Networked control systems are closed-loop feedback control systems containing system components that may be distributed geographically in different locations and interconnected via a communication network such as the Internet. The quality of network communication is a crucial factor that significantly affects the performance of remote control. This is due to the fact that network uncertainties can occur in the transmission of packets in the forward and backward channels of the system. The two most significant among these uncertainties are network time delay and packet loss.

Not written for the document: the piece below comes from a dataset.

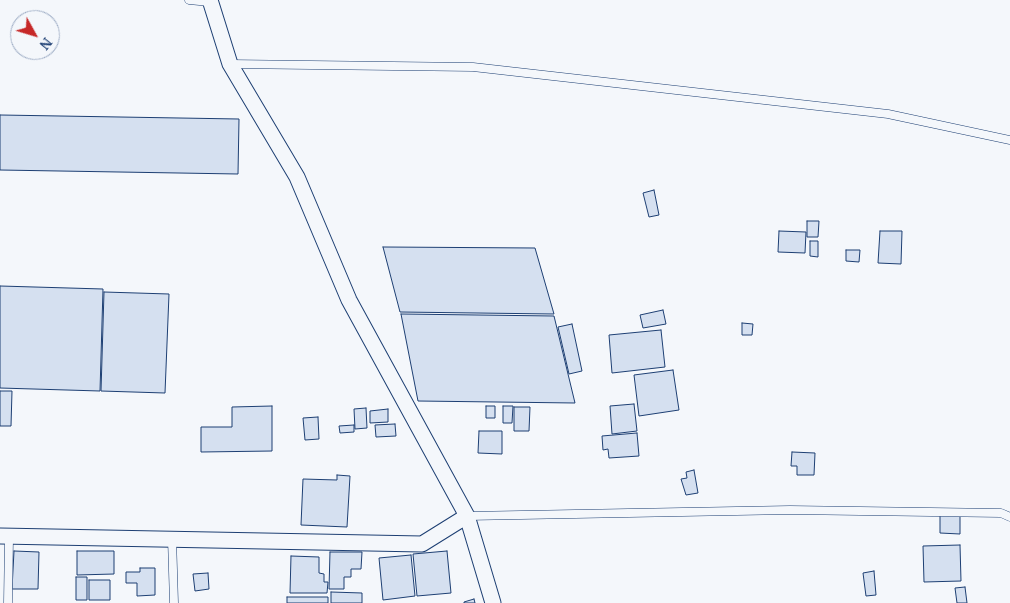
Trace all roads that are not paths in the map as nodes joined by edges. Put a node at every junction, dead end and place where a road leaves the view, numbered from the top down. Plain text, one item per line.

To overcome these challenges, the networked predictive control system has been proposed to provide improved performance and robustness using predictive controllers and compensation strategies. In particular, the model predictive control method is well-suited as an advanced approach compared to conventional methods. In this paper, a networked model predictive control system consisting of a model predictive control method and compensation strategies is implemented to control and stabilize a robot arm as a physical system. In particular, this work aims to analyze the performance of the system under the influence of network time delay and packet loss. Using appropriate performance and robustness metrics, an in-depth investigation of the impacts of these network uncertainties is performed. Furthermore, the forward and backward channels of the network are examined in detail in this study.

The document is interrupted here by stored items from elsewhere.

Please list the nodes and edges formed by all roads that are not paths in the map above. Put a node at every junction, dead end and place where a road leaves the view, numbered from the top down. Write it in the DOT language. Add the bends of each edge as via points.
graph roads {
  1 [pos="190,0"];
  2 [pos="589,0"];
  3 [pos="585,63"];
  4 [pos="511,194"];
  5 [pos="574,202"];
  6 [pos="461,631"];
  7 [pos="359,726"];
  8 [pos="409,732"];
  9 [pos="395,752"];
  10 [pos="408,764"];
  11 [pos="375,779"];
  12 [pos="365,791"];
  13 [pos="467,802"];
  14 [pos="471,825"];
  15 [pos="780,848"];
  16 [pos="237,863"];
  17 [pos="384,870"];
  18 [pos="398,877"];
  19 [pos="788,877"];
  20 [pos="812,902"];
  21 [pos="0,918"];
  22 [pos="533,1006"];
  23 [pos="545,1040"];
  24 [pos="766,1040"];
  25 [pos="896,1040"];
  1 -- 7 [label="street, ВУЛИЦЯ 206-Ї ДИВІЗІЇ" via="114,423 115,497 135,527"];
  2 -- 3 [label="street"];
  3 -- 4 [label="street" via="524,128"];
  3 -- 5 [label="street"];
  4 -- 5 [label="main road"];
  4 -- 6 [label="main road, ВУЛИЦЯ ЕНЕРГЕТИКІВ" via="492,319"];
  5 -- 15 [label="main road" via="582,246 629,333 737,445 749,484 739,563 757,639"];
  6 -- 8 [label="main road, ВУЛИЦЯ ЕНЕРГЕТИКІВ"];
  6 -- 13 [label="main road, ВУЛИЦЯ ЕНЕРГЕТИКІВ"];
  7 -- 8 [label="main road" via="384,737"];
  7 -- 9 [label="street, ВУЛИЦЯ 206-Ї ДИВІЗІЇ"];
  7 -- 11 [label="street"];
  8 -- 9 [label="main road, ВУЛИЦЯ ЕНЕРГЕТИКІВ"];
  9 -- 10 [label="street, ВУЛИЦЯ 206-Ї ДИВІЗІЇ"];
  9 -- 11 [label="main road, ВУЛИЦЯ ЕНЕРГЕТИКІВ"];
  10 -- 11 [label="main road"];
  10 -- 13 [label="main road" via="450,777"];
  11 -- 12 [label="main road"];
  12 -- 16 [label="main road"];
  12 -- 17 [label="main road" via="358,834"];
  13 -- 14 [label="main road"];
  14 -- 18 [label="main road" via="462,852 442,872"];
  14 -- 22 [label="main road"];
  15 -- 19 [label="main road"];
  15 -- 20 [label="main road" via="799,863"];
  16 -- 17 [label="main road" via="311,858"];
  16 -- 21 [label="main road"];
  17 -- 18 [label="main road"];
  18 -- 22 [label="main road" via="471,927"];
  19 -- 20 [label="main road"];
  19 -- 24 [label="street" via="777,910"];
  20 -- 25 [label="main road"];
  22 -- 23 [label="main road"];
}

翻译：网络化控制系统是一种闭环反馈控制系统，其系统组件可能分布在不同地理位置，并通过通信网络（如互联网）相互连接。网络通信质量是显著影响远程控制性能的关键因素，这是因为在系统前向和后向通道的数据包传输过程中可能出现网络不确定性。其中最重要的两种不确定性是网络时延和数据包丢失。为克服这些挑战，已提出网络化预测控制系统，通过采用预测控制器和补偿策略来提升性能与鲁棒性。特别地，与传统方法相比，模型预测控制方法作为先进方法具有显著优势。本文实现了一种由模型预测控制方法和补偿策略组成的网络化模型预测控制系统，用于控制并稳定作为物理系统的机器人手臂。本研究旨在分析系统在网络时延和数据包丢失影响下的性能，通过合适的性能与鲁棒性指标，深入探究这些网络不确定性的影响。此外，本文还对网络的前向和后向通道进行了详细分析。